Step (2), notice mechanism is used to carrying out feature focusing comprising 19 sizes for the characteristic sequence S of 1 × 512 vector： Identify the character in image successively according to spatial order from left to right, the character length that setting training data is concentrated is up to 24,24 features are carried out to characteristic sequence S and are focused on, feature each time was focused on as a moment；Output characteristic vector Set V_f, V_f={ V₁,V₂,...V_T, T=24；Wherein characteristic vector V_tRepresent the result that the t times feature focuses on：T ∈ 1,2 ... T }, and Represent notice when the t times feature focuses on The coefficient of mechanism, wherein Wherein h_t-1Represent the 3rd step The t-1 moment grows the hidden variable of mnemon in short-term in rapid；w^T, W_a, U_aAnd b_aIt is the parameter of attention model, by based on random The Back Propagation Algorithm that gradient declines is trained；

Step (3), using the length in deep neural network, the characteristic vector after focusing is identified memory network in short-term：It is long Short-term memory network contains 24 units, and the input of the length of t mnemon in short-term is exactly the spy after the t times feature focuses on Levy vectorial V_t, output is exactly the character class J identified_t；The character class that each moment chooses maximum probability is grown as this moment The output of short-term memory unit, selection mode are：Wherein z_i=softmax (h_t)；The h_tRepresent t Moment grows the hidden variable of mnemon in short-term；The output of whole network is exactly the combination of 24 characters after end of identification, takes end Character string before symbol is as final recognition result；Wherein described J_tThere are 37 classifications, including：26 English alphabets, 0~9 Totally 10 numerals, end mark "-"；The end mark represents character string end of identification.

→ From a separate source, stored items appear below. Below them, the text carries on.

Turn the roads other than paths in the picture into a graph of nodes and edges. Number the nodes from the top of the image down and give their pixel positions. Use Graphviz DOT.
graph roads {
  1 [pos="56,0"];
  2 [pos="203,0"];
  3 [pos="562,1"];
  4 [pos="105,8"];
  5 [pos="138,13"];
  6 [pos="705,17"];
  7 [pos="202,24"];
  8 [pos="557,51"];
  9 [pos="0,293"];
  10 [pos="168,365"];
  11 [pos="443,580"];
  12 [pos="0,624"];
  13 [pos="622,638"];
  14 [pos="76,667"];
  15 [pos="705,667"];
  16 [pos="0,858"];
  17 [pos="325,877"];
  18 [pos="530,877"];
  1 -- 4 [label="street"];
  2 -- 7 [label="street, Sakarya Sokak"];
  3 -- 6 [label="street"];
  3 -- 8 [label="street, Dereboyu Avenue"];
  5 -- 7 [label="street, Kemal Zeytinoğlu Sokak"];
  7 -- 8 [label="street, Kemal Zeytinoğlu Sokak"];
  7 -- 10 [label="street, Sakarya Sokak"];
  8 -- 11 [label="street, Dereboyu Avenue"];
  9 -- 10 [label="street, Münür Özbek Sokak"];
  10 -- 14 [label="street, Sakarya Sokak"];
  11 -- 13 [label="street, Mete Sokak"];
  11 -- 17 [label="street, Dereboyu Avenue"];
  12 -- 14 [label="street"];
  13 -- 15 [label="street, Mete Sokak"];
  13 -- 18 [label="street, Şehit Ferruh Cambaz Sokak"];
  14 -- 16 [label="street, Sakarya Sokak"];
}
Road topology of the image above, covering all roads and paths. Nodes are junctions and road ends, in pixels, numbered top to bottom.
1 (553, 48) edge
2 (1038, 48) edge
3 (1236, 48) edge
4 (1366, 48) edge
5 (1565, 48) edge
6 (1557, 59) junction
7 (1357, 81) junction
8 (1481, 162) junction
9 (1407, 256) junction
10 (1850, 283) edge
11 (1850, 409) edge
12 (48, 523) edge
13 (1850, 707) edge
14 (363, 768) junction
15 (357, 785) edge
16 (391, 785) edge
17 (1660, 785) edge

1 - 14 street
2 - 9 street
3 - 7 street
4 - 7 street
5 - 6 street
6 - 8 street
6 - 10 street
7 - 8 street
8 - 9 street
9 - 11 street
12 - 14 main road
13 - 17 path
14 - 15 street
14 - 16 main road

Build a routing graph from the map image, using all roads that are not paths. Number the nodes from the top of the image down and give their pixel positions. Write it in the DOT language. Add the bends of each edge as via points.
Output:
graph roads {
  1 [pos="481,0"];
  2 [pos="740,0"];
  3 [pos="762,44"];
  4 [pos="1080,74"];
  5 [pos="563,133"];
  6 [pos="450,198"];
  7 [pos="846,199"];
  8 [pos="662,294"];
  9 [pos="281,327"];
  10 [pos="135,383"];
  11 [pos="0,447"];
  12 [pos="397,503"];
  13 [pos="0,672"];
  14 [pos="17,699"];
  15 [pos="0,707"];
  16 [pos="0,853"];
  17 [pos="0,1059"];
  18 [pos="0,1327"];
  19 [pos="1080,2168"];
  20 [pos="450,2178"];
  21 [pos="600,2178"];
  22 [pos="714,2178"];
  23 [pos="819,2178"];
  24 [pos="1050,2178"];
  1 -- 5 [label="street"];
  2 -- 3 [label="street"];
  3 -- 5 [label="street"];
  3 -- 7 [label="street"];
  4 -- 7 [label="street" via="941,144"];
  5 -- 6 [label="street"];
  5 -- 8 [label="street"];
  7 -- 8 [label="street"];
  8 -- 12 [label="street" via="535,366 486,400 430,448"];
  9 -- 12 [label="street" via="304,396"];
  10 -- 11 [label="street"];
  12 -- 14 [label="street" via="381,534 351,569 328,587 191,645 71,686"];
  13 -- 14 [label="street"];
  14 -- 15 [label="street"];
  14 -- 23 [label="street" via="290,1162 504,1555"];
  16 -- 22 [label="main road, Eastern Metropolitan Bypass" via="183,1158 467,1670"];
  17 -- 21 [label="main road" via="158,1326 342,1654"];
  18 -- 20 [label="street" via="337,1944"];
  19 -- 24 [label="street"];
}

2. the method as described in claim 1, it is characterised in that the method being trained to the parameter in this method is：If X= {I_i,L_iIt is training dataset, I_iRepresent i-th of image, L_iFor the actual value of character string in i-th of image；In training process Object function is：Wherein W represents convolutional neural networks, The parameter of notice mechanism and long memory network in short-term, W^*Represent the optimum value of the parameter, L_i,tRepresent i-th of image pair T-th of character in the label answered；Using based on the Back Propagation Algorithm of stochastic gradient descent to being trained.

3. the method as described in claim 1, it is characterised in that the image of the input is gray-scale map.